Miren, hay revoluciones que duran un día; otras una semana y algunas unos años. Claro que otras las tenemos que aguantar toda la vida. En el ámbito de la moda ha habido varias que han llegado a buen puerto, a pesar de que en su momento fueron un  auténtico bombazo. Y otras que por el camino se desinflaron, después de hacer un amplio recorrido. Verán, ahora resulta que la piel del pecho es sumamente delicada y que no es conveniente que le de el sol. Eso lo dicen los especialistas que están maniquiesviendo auténticos estragos. Ya saben que las mujeres cuando nos ponemos a adorar al astro rey somos incansables. Pero la piel tiene memoria y cuando menos te lo esperas te recuerda que fuiste despiadada y que no tuviste la precaución de protegerte o de ser moderada en tus exposiciones.
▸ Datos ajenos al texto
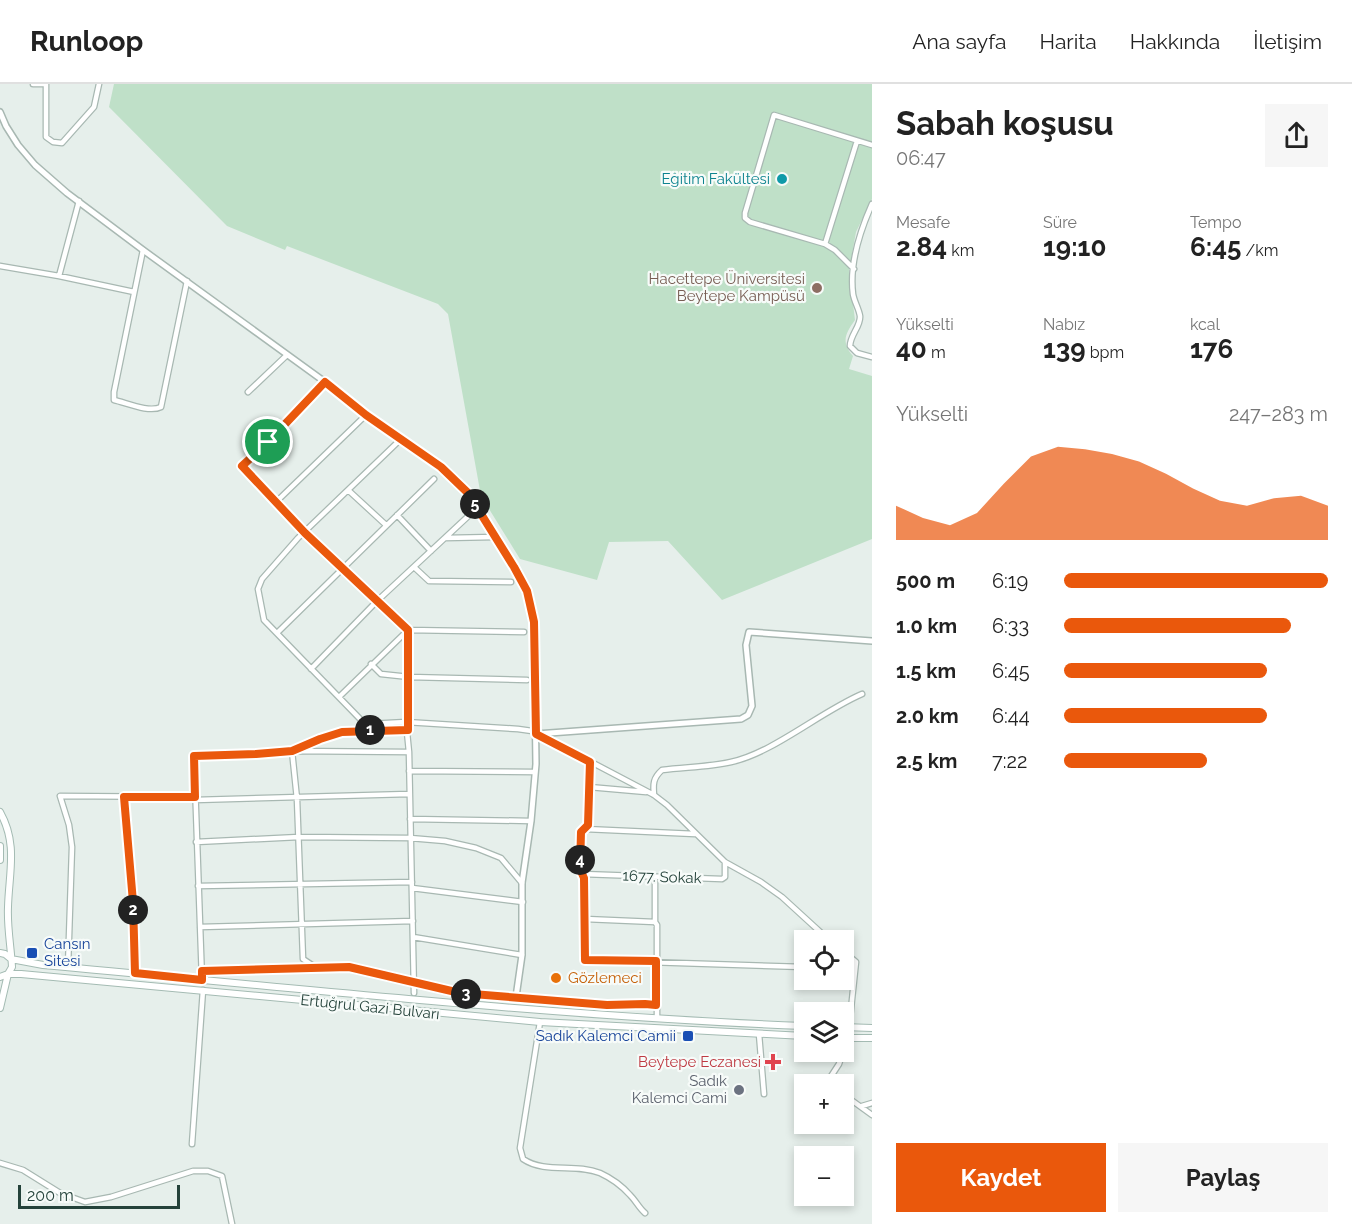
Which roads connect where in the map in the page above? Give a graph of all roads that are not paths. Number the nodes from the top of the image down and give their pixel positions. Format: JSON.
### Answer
{"nodes":[{"id":1,"x":33,"y":84,"type":"edge"},
{"id":2,"x":46,"y":84,"type":"edge"},
{"id":3,"x":99,"y":84,"type":"edge"},
{"id":4,"x":0,"y":112,"type":"edge"},
{"id":5,"x":857,"y":141,"type":"junction"},
{"id":6,"x":872,"y":145,"type":"edge"},
{"id":7,"x":79,"y":201,"type":"junction"},
{"id":8,"x":872,"y":204,"type":"edge"},
{"id":9,"x":825,"y":244,"type":"junction"},
{"id":10,"x":143,"y":250,"type":"junction"},
{"id":11,"x":0,"y":266,"type":"edge"},
{"id":12,"x":854,"y":269,"type":"junction"},
{"id":13,"x":59,"y":276,"type":"junction"},
{"id":14,"x":187,"y":281,"type":"junction"},
{"id":15,"x":134,"y":291,"type":"junction"},
{"id":16,"x":287,"y":354,"type":"junction"},
{"id":17,"x":872,"y":357,"type":"edge"},
{"id":18,"x":325,"y":382,"type":"junction"},
{"id":19,"x":248,"y":392,"type":"dead end"},
{"id":20,"x":366,"y":415,"type":"junction"},
{"id":21,"x":400,"y":439,"type":"junction"},
{"id":22,"x":434,"y":479,"type":"dead end"},
{"id":23,"x":348,"y":489,"type":"junction"},
{"id":24,"x":276,"y":502,"type":"junction"},
{"id":25,"x":477,"y":508,"type":"junction"},
{"id":26,"x":397,"y":515,"type":"junction"},
{"id":27,"x":386,"y":525,"type":"junction"},
{"id":28,"x":305,"y":533,"type":"junction"},
{"id":29,"x":495,"y":537,"type":"junction"},
{"id":30,"x":445,"y":538,"type":"junction"},
{"id":31,"x":430,"y":551,"type":"junction"},
{"id":32,"x":414,"y":567,"type":"junction"},
{"id":33,"x":341,"y":568,"type":"junction"},
{"id":34,"x":511,"y":582,"type":"dead end"},
{"id":35,"x":376,"y":602,"type":"junction"},
{"id":36,"x":408,"y":630,"type":"junction"},
{"id":37,"x":524,"y":632,"type":"dead end"},
{"id":38,"x":277,"y":633,"type":"junction"},
{"id":39,"x":872,"y":641,"type":"edge"},
{"id":40,"x":371,"y":664,"type":"junction"},
{"id":41,"x":311,"y":669,"type":"junction"},
{"id":42,"x":409,"y":677,"type":"junction"},
{"id":43,"x":527,"y":680,"type":"dead end"},
{"id":44,"x":862,"y":694,"type":"dead end"},
{"id":45,"x":339,"y":697,"type":"junction"},
{"id":46,"x":406,"y":722,"type":"junction"},
{"id":47,"x":408,"y":730,"type":"junction"},
{"id":48,"x":536,"y":734,"type":"junction"},
{"id":49,"x":292,"y":751,"type":"junction"},
{"id":50,"x":410,"y":752,"type":"junction"},
{"id":51,"x":590,"y":762,"type":"junction"},
{"id":52,"x":409,"y":771,"type":"junction"},
{"id":53,"x":535,"y":772,"type":"junction"},
{"id":54,"x":589,"y":788,"type":"junction"},
{"id":55,"x":409,"y":794,"type":"junction"},
{"id":56,"x":651,"y":794,"type":"junction"},
{"id":57,"x":124,"y":797,"type":"junction"},
{"id":58,"x":195,"y":799,"type":"junction"},
{"id":59,"x":297,"y":799,"type":"junction"},
{"id":60,"x":0,"y":812,"type":"edge"},
{"id":61,"x":410,"y":819,"type":"junction"},
{"id":62,"x":531,"y":821,"type":"junction"},
{"id":63,"x":585,"y":829,"type":"junction"},
{"id":64,"x":695,"y":834,"type":"junction"},
{"id":65,"x":299,"y":837,"type":"junction"},
{"id":66,"x":410,"y":838,"type":"junction"},
{"id":67,"x":196,"y":842,"type":"junction"},
{"id":68,"x":0,"y":846,"type":"edge"},
{"id":69,"x":0,"y":860,"type":"edge"},
{"id":70,"x":724,"y":862,"type":"junction"},
{"id":71,"x":582,"y":874,"type":"junction"},
{"id":72,"x":655,"y":877,"type":"junction"},
{"id":73,"x":522,"y":883,"type":"junction"},
{"id":74,"x":300,"y":885,"type":"junction"},
{"id":75,"x":412,"y":885,"type":"junction"},
{"id":76,"x":198,"y":886,"type":"junction"},
{"id":77,"x":523,"y":902,"type":"junction"},
{"id":78,"x":585,"y":919,"type":"junction"},
{"id":79,"x":412,"y":921,"type":"junction"},
{"id":80,"x":655,"y":922,"type":"junction"},
{"id":81,"x":301,"y":924,"type":"junction"},
{"id":82,"x":200,"y":927,"type":"junction"},
{"id":83,"x":818,"y":930,"type":"edge"},
{"id":84,"x":413,"y":937,"type":"junction"},
{"id":85,"x":0,"y":953,"type":"edge"},
{"id":86,"x":522,"y":955,"type":"junction"},
{"id":87,"x":11,"y":959,"type":"junction"},
{"id":88,"x":854,"y":960,"type":"edge"},
{"id":89,"x":656,"y":961,"type":"junction"},
{"id":90,"x":68,"y":967,"type":"junction"},
{"id":91,"x":315,"y":967,"type":"junction"},
{"id":92,"x":794,"y":967,"type":"edge"},
{"id":93,"x":202,"y":971,"type":"junction"},
{"id":94,"x":135,"y":973,"type":"junction"},
{"id":95,"x":8,"y":974,"type":"junction"},
{"id":96,"x":854,"y":975,"type":"edge"},
{"id":97,"x":0,"y":977,"type":"edge"},
{"id":98,"x":202,"y":980,"type":"junction"},
{"id":99,"x":415,"y":982,"type":"junction"},
{"id":100,"x":203,"y":990,"type":"junction"},
{"id":101,"x":414,"y":993,"type":"junction"},
{"id":102,"x":516,"y":997,"type":"junction"},
{"id":103,"x":403,"y":1000,"type":"junction"},
{"id":104,"x":427,"y":1002,"type":"junction"},
{"id":105,"x":656,"y":1005,"type":"junction"},
{"id":106,"x":0,"y":1008,"type":"edge"},
{"id":107,"x":657,"y":1018,"type":"junction"},
{"id":108,"x":540,"y":1022,"type":"junction"},
{"id":109,"x":794,"y":1025,"type":"edge"},
{"id":110,"x":854,"y":1027,"type":"edge"},
{"id":111,"x":872,"y":1028,"type":"edge"},
{"id":112,"x":759,"y":1034,"type":"junction"},
{"id":113,"x":794,"y":1036,"type":"edge"},
{"id":114,"x":854,"y":1038,"type":"edge"},
{"id":115,"x":872,"y":1038,"type":"edge"},
{"id":116,"x":764,"y":1094,"type":"dead end"},
{"id":117,"x":854,"y":1101,"type":"edge"},
{"id":118,"x":872,"y":1103,"type":"edge"},
{"id":119,"x":862,"y":1106,"type":"junction"},
{"id":120,"x":872,"y":1114,"type":"edge"},
{"id":121,"x":192,"y":1144,"type":"dead end"},
{"id":122,"x":0,"y":1163,"type":"edge"},
{"id":123,"x":645,"y":1213,"type":"dead end"},
{"id":124,"x":232,"y":1224,"type":"edge"}],
"edges":[{"from":1,"to":2,"type":"street"},
{"from":2,"to":3,"type":"street"},
{"from":4,"to":7,"type":"street"},
{"from":5,"to":6,"type":"street"},
{"from":5,"to":9,"type":"street"},
{"from":5,"to":9,"type":"street"},
{"from":7,"to":10,"type":"street"},
{"from":7,"to":13,"type":"street"},
{"from":8,"to":12,"type":"street"},
{"from":9,"to":12,"type":"street"},
{"from":10,"to":14,"type":"street"},
{"from":10,"to":15,"type":"street"},
{"from":11,"to":13,"type":"street"},
{"from":12,"to":17,"type":"street"},
{"from":13,"to":15,"type":"street"},
{"from":14,"to":15,"type":"street"},
{"from":14,"to":16,"type":"street"},
{"from":16,"to":18,"type":"street"},
{"from":16,"to":19,"type":"street"},
{"from":18,"to":20,"type":"street"},
{"from":18,"to":24,"type":"street"},
{"from":20,"to":21,"type":"street"},
{"from":20,"to":24,"type":"street"},
{"from":21,"to":23,"type":"street"},
{"from":21,"to":25,"type":"street"},
{"from":22,"to":26,"type":"street"},
{"from":23,"to":27,"type":"street"},
{"from":23,"to":28,"type":"street"},
{"from":24,"to":28,"type":"street"},
{"from":25,"to":29,"type":"street"},
{"from":25,"to":30,"type":"street"},
{"from":26,"to":27,"type":"street"},
{"from":26,"to":31,"type":"street"},
{"from":27,"to":33,"type":"street"},
{"from":28,"to":33,"type":"street"},
{"from":28,"to":38,"type":"street"},
{"from":29,"to":30,"type":"street"},
{"from":29,"to":48,"type":"street"},
{"from":30,"to":31,"type":"street"},
{"from":31,"to":32,"type":"street"},
{"from":32,"to":34,"type":"street"},
{"from":32,"to":35,"type":"street"},
{"from":33,"to":35,"type":"street"},
{"from":33,"to":38,"type":"street"},
{"from":35,"to":36,"type":"street"},
{"from":35,"to":41,"type":"street"},
{"from":36,"to":37,"type":"street"},
{"from":36,"to":40,"type":"street"},
{"from":36,"to":42,"type":"street"},
{"from":38,"to":41,"type":"street"},
{"from":39,"to":48,"type":"street"},
{"from":40,"to":42,"type":"street"},
{"from":40,"to":45,"type":"street"},
{"from":41,"to":45,"type":"street"},
{"from":42,"to":43,"type":"street"},
{"from":42,"to":46,"type":"street"},
{"from":44,"to":56,"type":"street"},
{"from":45,"to":46,"type":"street"},
{"from":46,"to":47,"type":"street"},
{"from":46,"to":48,"type":"street"},
{"from":47,"to":49,"type":"street"},
{"from":47,"to":50,"type":"street"},
{"from":48,"to":51,"type":"street"},
{"from":48,"to":53,"type":"street"},
{"from":49,"to":50,"type":"street"},
{"from":49,"to":58,"type":"street"},
{"from":49,"to":59,"type":"street"},
{"from":50,"to":52,"type":"street"},
{"from":51,"to":54,"type":"street"},
{"from":51,"to":56,"type":"street"},
{"from":52,"to":53,"type":"street"},
{"from":52,"to":55,"type":"street"},
{"from":53,"to":62,"type":"street"},
{"from":54,"to":56,"type":"street"},
{"from":54,"to":63,"type":"street"},
{"from":55,"to":59,"type":"street"},
{"from":55,"to":61,"type":"street"},
{"from":56,"to":64,"type":"street"},
{"from":57,"to":58,"type":"street"},
{"from":57,"to":90,"type":"street"},
{"from":57,"to":94,"type":"street"},
{"from":58,"to":59,"type":"street"},
{"from":58,"to":67,"type":"street"},
{"from":59,"to":65,"type":"street"},
{"from":60,"to":87,"type":"main road"},
{"from":61,"to":62,"type":"street"},
{"from":61,"to":66,"type":"street"},
{"from":62,"to":73,"type":"street"},
{"from":63,"to":64,"type":"street"},
{"from":63,"to":71,"type":"street"},
{"from":64,"to":70,"type":"street"},
{"from":65,"to":66,"type":"street"},
{"from":65,"to":67,"type":"street"},
{"from":65,"to":74,"type":"street"},
{"from":66,"to":73,"type":"street"},
{"from":66,"to":75,"type":"street"},
{"from":67,"to":76,"type":"street"},
{"from":68,"to":69,"type":"main road"},
{"from":70,"to":72,"type":"street","name":"1677. Sokak"},
{"from":70,"to":83,"type":"street"},
{"from":71,"to":72,"type":"street","name":"1677. Sokak"},
{"from":71,"to":78,"type":"street"},
{"from":72,"to":80,"type":"street"},
{"from":73,"to":77,"type":"street"},
{"from":74,"to":75,"type":"street"},
{"from":74,"to":76,"type":"street"},
{"from":74,"to":81,"type":"street"},
{"from":75,"to":77,"type":"street"},
{"from":75,"to":79,"type":"street"},
{"from":76,"to":82,"type":"street"},
{"from":77,"to":86,"type":"street"},
{"from":78,"to":80,"type":"street"},
{"from":78,"to":89,"type":"street"},
{"from":79,"to":81,"type":"street"},
{"from":79,"to":84,"type":"street"},
{"from":80,"to":89,"type":"street"},
{"from":81,"to":82,"type":"street"},
{"from":81,"to":91,"type":"street"},
{"from":82,"to":93,"type":"street"},
{"from":84,"to":86,"type":"street"},
{"from":84,"to":99,"type":"street"},
{"from":85,"to":87,"type":"main road"},
{"from":86,"to":102,"type":"street"},
{"from":87,"to":90,"type":"main road","name":"Ertuğrul Gazi Bulvarı"},
{"from":87,"to":95,"type":"main road"},
{"from":88,"to":96,"type":"street"},
{"from":89,"to":92,"type":"street"},
{"from":89,"to":105,"type":"street"},
{"from":90,"to":94,"type":"main road","name":"Ertuğrul Gazi Bulvarı"},
{"from":91,"to":93,"type":"street"},
{"from":91,"to":99,"type":"street"},
{"from":93,"to":98,"type":"street"},
{"from":94,"to":98,"type":"main road","name":"Ertuğrul Gazi Bulvarı"},
{"from":95,"to":97,"type":"main road"},
{"from":95,"to":100,"type":"main road","name":"Ertuğrul Gazi Bulvarı"},
{"from":95,"to":106,"type":"main road"},
{"from":98,"to":103,"type":"main road","name":"Ertuğrul Gazi Bulvarı"},
{"from":99,"to":101,"type":"street"},
{"from":99,"to":102,"type":"street"},
{"from":100,"to":108,"type":"main road","name":"Ertuğrul Gazi Bulvarı"},
{"from":100,"to":121,"type":"street"},
{"from":101,"to":103,"type":"street"},
{"from":101,"to":104,"type":"street"},
{"from":102,"to":105,"type":"street"},
{"from":103,"to":104,"type":"main road","name":"Ertuğrul Gazi Bulvarı"},
{"from":104,"to":107,"type":"main road","name":"Ertuğrul Gazi Bulvarı"},
{"from":105,"to":107,"type":"street"},
{"from":107,"to":109,"type":"main road","name":"Ertuğrul Gazi Bulvarı"},
{"from":108,"to":112,"type":"main road","name":"Ertuğrul Gazi Bulvarı"},
{"from":108,"to":123,"type":"street"},
{"from":110,"to":111,"type":"main road"},
{"from":112,"to":113,"type":"main road","name":"Ertuğrul Gazi Bulvarı"},
{"from":112,"to":116,"type":"street"},
{"from":114,"to":115,"type":"main road"},
{"from":117,"to":119,"type":"street"},
{"from":118,"to":119,"type":"street"},
{"from":119,"to":120,"type":"street"},
{"from":122,"to":124,"type":"street"}]}
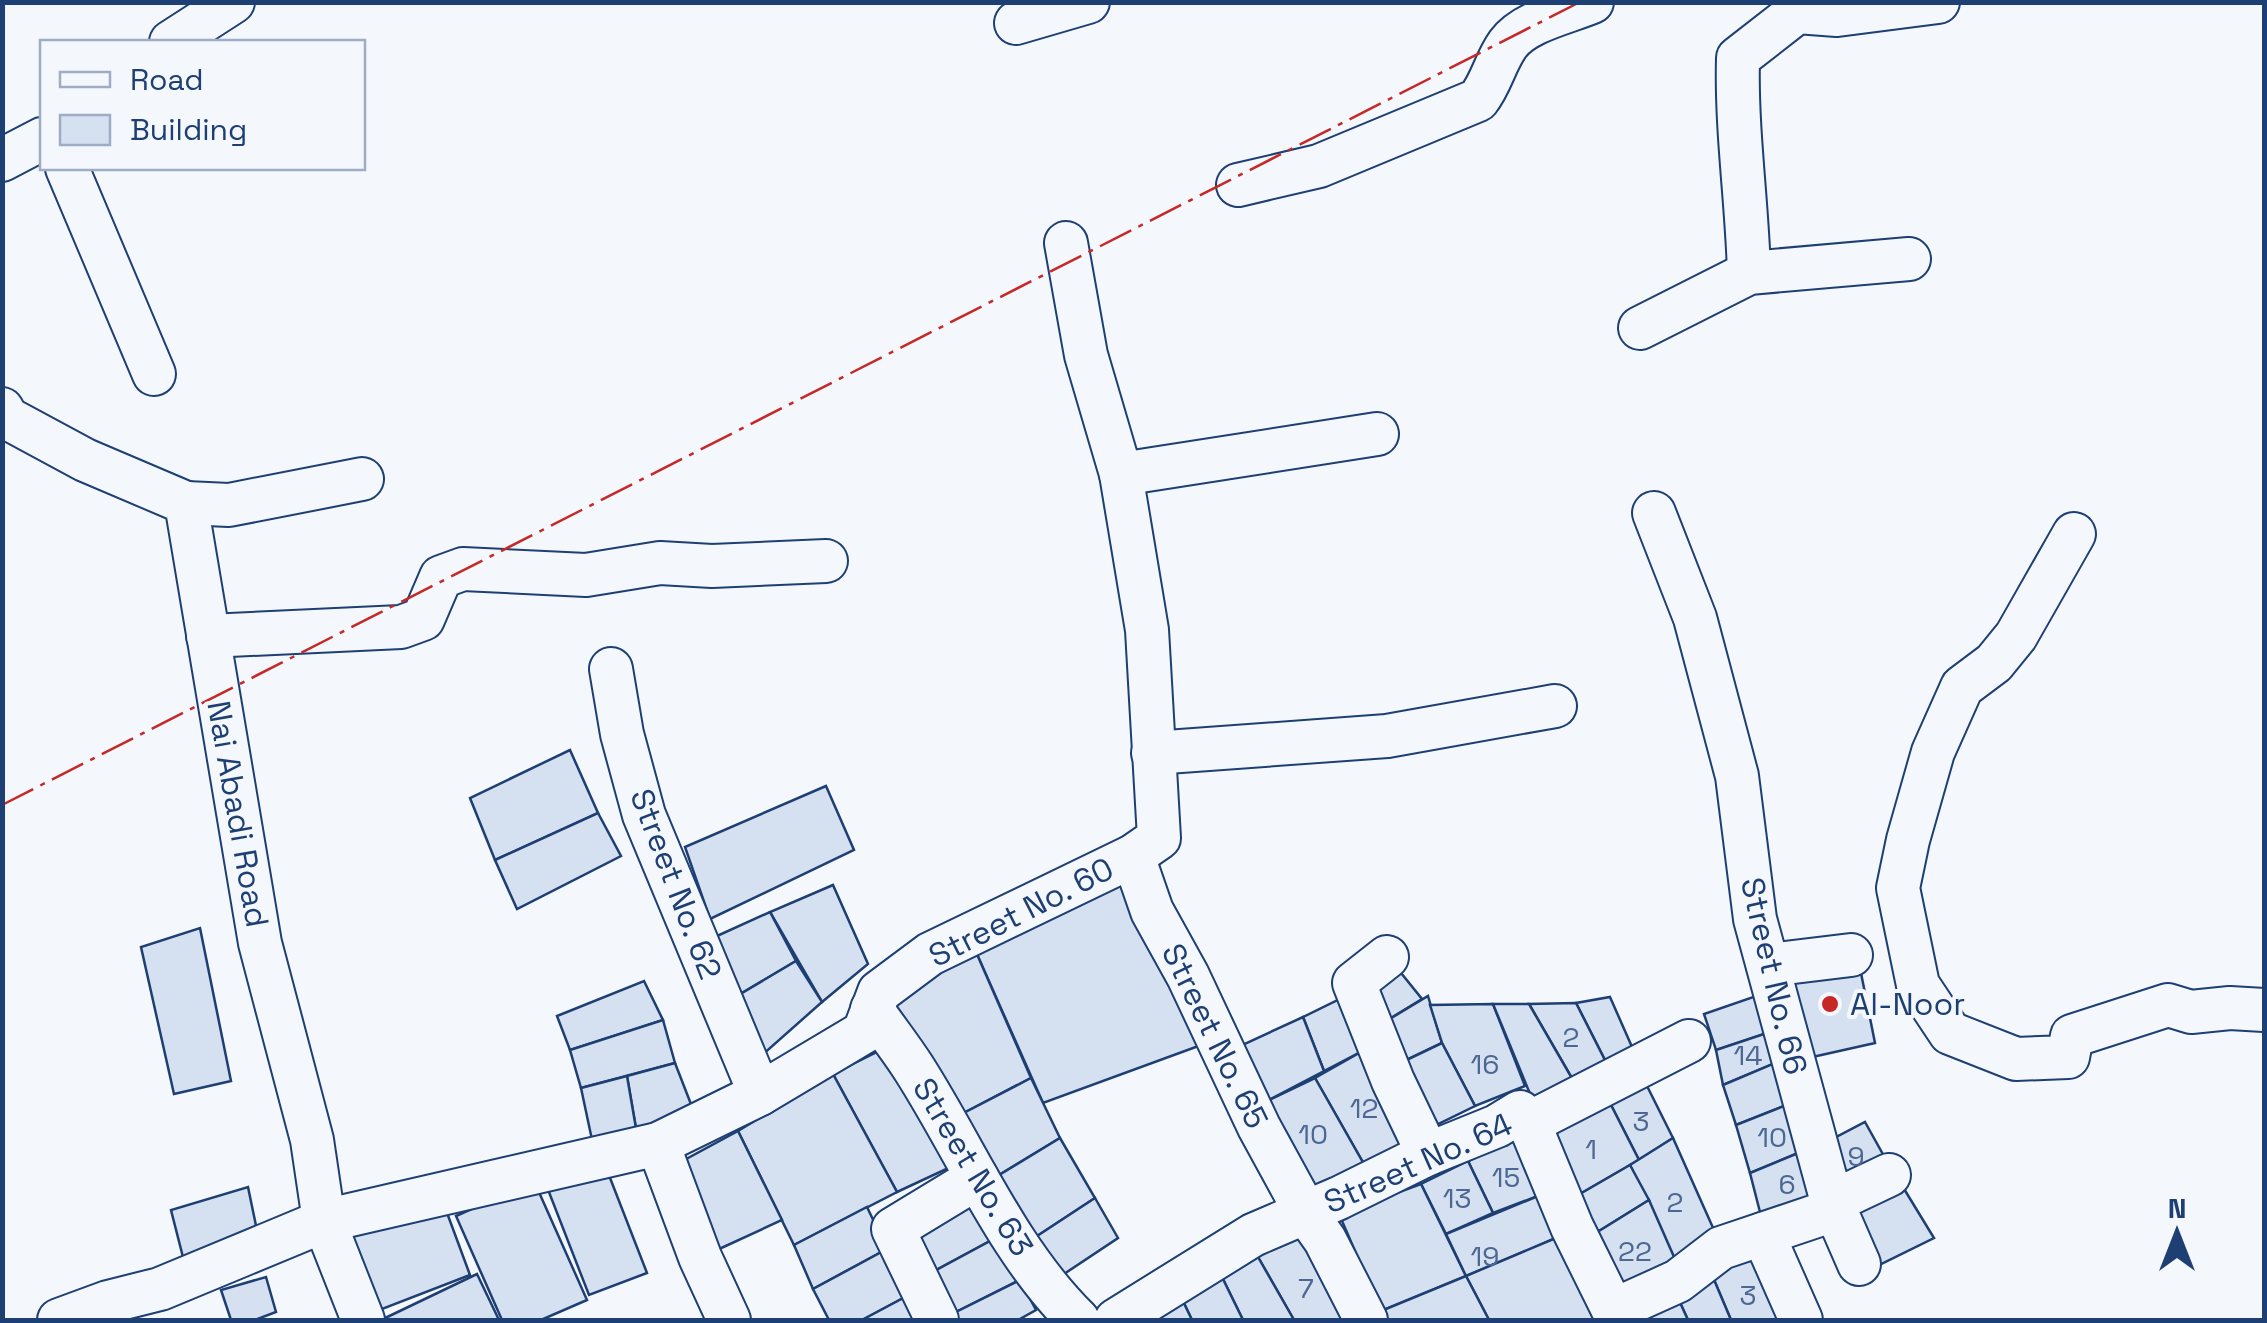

Viene toda esta introducción a cuento de que el “topless” está en decadencia. Hay otros factores, no sólo el de protección solar.  Sinceramente, no todo el mundo puede exhibir esa zona de su cuerpo no sólo por salud sino por estética y donde esté un bañador que estiliza una enormidad que se quiten estos inventos. Además, para tomar el sol en la intimidad se toma en toda su intimidad. No sé si me explico.

Quién le iba a decir a su inventor Rudi Gernreich que con los años  su revolucionario invento sería orillado. Nacido en Viena en el seno de una familia judía dedicada a la industria textil, tuvo que emigrar a California con la llegada de los nazis al poder. Allí se inicia en el diseño de vestuario y realiza algunos trabajos para Hollywood. Pero su obsesión era darle un vuelco a la silueta femenina y la década de los sesenta del siglo pasada fue muy propicia para estos ensayos. Así que la revista Life de julio de 1964 sacaba a la modelo Peggy Moffitt, quien luego sería su musa, con un bañador “topless” o monokini, como lo bautizaron, que supuso un auténtico tsunami. Como siempre que hay algo nuevo bajo el sol, no tardaron en aparecer críticos y defensores de esta liberación del cuerpo femenino. A partir de ese momento, Rudi Gernreich se lanzaría a mostrar la desnudez femenina en su esplendor. A saber: el sostén abierto por el delantero para vestidos con escote hasta la cintura, una blusa transparente o una
malla de cuerpo entero color carne para la firma Warner. Además creó una serie de vestidos  “op-art”, muy en boga en la década de los sesenta.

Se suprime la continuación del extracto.